Activity: Output every record exactly, and nothing more.

Data to examine:
= = = =
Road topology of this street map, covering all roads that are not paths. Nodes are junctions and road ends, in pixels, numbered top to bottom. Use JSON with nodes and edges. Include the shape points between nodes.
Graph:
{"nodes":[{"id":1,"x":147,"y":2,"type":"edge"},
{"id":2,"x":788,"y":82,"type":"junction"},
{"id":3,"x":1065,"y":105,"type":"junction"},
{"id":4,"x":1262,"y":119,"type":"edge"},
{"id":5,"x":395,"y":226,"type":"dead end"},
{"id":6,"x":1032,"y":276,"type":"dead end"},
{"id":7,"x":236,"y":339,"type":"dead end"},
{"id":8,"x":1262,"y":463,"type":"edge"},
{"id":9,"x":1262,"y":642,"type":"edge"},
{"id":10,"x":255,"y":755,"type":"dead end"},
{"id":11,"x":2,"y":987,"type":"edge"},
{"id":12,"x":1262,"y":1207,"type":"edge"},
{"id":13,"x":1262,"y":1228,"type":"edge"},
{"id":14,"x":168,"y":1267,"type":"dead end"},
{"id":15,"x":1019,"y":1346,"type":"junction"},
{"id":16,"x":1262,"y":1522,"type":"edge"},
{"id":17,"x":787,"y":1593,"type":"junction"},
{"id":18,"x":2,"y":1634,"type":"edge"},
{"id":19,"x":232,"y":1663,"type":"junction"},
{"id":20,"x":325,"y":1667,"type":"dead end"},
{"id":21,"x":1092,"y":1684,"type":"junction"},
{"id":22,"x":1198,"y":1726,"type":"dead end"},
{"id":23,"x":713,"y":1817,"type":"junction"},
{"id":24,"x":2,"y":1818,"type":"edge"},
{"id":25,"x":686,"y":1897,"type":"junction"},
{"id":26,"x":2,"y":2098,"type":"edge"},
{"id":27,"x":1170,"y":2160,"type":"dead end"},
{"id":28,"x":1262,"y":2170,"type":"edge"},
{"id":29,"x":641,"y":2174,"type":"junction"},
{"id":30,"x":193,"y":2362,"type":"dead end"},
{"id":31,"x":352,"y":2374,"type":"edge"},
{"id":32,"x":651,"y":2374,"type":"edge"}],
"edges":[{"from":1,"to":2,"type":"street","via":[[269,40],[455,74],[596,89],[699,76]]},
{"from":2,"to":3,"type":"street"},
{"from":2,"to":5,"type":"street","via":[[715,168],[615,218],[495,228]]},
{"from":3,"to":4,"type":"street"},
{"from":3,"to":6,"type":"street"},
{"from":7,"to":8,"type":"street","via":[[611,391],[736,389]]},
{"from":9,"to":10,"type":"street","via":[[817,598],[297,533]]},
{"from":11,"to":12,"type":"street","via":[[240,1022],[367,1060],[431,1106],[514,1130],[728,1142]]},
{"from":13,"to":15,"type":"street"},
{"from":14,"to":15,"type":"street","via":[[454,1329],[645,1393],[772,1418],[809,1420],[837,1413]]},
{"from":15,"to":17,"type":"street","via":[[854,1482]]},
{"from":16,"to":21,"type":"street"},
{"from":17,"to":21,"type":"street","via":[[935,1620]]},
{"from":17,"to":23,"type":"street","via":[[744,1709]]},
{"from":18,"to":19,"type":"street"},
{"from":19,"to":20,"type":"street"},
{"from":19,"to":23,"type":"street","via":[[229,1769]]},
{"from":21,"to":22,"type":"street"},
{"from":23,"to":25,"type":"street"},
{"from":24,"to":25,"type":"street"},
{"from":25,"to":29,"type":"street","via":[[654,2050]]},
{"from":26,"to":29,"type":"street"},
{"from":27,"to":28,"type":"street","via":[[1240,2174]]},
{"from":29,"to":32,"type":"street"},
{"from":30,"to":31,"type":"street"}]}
= = = =
Exercise response:
Road topology of this street map, covering all roads that are not paths. Nodes are junctions and road ends, in pixels, numbered top to bottom. Use JSON with nodes and edges. Include the shape points between nodes.
Graph:
{"nodes":[{"id":1,"x":147,"y":2,"type":"edge"},
{"id":2,"x":788,"y":82,"type":"junction"},
{"id":3,"x":1065,"y":105,"type":"junction"},
{"id":4,"x":1262,"y":119,"type":"edge"},
{"id":5,"x":395,"y":226,"type":"dead end"},
{"id":6,"x":1032,"y":276,"type":"dead end"},
{"id":7,"x":236,"y":339,"type":"dead end"},
{"id":8,"x":1262,"y":463,"type":"edge"},
{"id":9,"x":1262,"y":642,"type":"edge"},
{"id":10,"x":255,"y":755,"type":"dead end"},
{"id":11,"x":2,"y":987,"type":"edge"},
{"id":12,"x":1262,"y":1207,"type":"edge"},
{"id":13,"x":1262,"y":1228,"type":"edge"},
{"id":14,"x":168,"y":1267,"type":"dead end"},
{"id":15,"x":1019,"y":1346,"type":"junction"},
{"id":16,"x":1262,"y":1522,"type":"edge"},
{"id":17,"x":787,"y":1593,"type":"junction"},
{"id":18,"x":2,"y":1634,"type":"edge"},
{"id":19,"x":232,"y":1663,"type":"junction"},
{"id":20,"x":325,"y":1667,"type":"dead end"},
{"id":21,"x":1092,"y":1684,"type":"junction"},
{"id":22,"x":1198,"y":1726,"type":"dead end"},
{"id":23,"x":713,"y":1817,"type":"junction"},
{"id":24,"x":2,"y":1818,"type":"edge"},
{"id":25,"x":686,"y":1897,"type":"junction"},
{"id":26,"x":2,"y":2098,"type":"edge"},
{"id":27,"x":1170,"y":2160,"type":"dead end"},
{"id":28,"x":1262,"y":2170,"type":"edge"},
{"id":29,"x":641,"y":2174,"type":"junction"},
{"id":30,"x":193,"y":2362,"type":"dead end"},
{"id":31,"x":352,"y":2374,"type":"edge"},
{"id":32,"x":651,"y":2374,"type":"edge"}],
"edges":[{"from":1,"to":2,"type":"street","via":[[269,40],[455,74],[596,89],[699,76]]},
{"from":2,"to":3,"type":"street"},
{"from":2,"to":5,"type":"street","via":[[715,168],[615,218],[495,228]]},
{"from":3,"to":4,"type":"street"},
{"from":3,"to":6,"type":"street"},
{"from":7,"to":8,"type":"street","via":[[611,391],[736,389]]},
{"from":9,"to":10,"type":"street","via":[[817,598],[297,533]]},
{"from":11,"to":12,"type":"street","via":[[240,1022],[367,1060],[431,1106],[514,1130],[728,1142]]},
{"from":13,"to":15,"type":"street"},
{"from":14,"to":15,"type":"street","via":[[454,1329],[645,1393],[772,1418],[809,1420],[837,1413]]},
{"from":15,"to":17,"type":"street","via":[[854,1482]]},
{"from":16,"to":21,"type":"street"},
{"from":17,"to":21,"type":"street","via":[[935,1620]]},
{"from":17,"to":23,"type":"street","via":[[744,1709]]},
{"from":18,"to":19,"type":"street"},
{"from":19,"to":20,"type":"street"},
{"from":19,"to":23,"type":"street","via":[[229,1769]]},
{"from":21,"to":22,"type":"street"},
{"from":23,"to":25,"type":"street"},
{"from":24,"to":25,"type":"street"},
{"from":25,"to":29,"type":"street","via":[[654,2050]]},
{"from":26,"to":29,"type":"street"},
{"from":27,"to":28,"type":"street","via":[[1240,2174]]},
{"from":29,"to":32,"type":"street"},
{"from":30,"to":31,"type":"street"}]}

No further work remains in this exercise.